(SOURCE RECORDS)
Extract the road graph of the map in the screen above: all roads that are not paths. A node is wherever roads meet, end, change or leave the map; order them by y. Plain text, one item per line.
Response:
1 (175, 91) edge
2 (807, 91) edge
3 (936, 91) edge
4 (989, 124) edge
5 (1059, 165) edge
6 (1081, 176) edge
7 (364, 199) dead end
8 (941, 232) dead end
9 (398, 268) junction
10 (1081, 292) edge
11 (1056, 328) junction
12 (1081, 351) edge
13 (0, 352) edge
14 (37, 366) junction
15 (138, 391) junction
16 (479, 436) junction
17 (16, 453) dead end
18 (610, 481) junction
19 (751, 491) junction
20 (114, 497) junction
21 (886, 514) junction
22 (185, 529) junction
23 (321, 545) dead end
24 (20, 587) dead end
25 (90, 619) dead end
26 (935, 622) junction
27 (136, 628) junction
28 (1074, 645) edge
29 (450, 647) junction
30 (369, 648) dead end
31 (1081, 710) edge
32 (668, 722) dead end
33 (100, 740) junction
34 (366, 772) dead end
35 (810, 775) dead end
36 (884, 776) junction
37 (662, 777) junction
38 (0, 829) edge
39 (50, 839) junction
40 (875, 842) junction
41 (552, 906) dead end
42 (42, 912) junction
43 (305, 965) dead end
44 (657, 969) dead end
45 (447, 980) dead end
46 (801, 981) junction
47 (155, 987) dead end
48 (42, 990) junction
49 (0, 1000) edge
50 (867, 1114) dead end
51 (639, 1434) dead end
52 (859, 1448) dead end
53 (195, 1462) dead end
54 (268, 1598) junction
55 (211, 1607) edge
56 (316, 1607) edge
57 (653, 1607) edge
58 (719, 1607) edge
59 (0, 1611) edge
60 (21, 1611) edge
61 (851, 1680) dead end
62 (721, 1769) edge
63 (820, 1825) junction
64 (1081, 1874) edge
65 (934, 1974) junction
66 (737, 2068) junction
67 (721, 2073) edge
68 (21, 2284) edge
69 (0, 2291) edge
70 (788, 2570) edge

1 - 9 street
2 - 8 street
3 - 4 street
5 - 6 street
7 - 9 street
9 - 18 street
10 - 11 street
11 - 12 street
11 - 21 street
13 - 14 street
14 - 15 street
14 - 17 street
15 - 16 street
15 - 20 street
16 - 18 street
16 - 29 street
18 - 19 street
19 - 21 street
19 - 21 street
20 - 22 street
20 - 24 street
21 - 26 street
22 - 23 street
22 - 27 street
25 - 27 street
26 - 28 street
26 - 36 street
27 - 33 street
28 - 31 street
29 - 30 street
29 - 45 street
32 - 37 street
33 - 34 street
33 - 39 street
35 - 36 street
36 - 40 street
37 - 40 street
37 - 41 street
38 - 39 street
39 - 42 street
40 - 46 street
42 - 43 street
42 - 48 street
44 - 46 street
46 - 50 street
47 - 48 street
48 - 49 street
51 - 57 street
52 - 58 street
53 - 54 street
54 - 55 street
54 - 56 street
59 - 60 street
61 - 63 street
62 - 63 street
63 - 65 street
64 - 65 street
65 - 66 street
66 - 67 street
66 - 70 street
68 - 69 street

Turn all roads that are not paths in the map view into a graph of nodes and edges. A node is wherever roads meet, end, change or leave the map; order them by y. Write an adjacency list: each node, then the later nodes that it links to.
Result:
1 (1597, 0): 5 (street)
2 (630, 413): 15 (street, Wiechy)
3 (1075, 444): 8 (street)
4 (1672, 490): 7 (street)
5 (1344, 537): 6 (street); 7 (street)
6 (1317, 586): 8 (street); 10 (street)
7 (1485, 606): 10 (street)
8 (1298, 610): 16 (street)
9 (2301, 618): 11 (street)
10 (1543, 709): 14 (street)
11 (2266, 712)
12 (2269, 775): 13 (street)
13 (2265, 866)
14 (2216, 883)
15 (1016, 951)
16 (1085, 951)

(EXERCISE PROMPT) If a line of the material contains the word "meet", pick it out and copy it.

(RESULT)
Extract the road graph of the map in the screen above: all roads that are not paths. A node is wherever roads meet, end, change or leave the map; order them by y. Plain text, one item per line.
Turn all roads that are not paths in the map view into a graph of nodes and edges. A node is wherever roads meet, end, change or leave the map; order them by y. Write an adjacency list: each node, then the later nodes that it links to.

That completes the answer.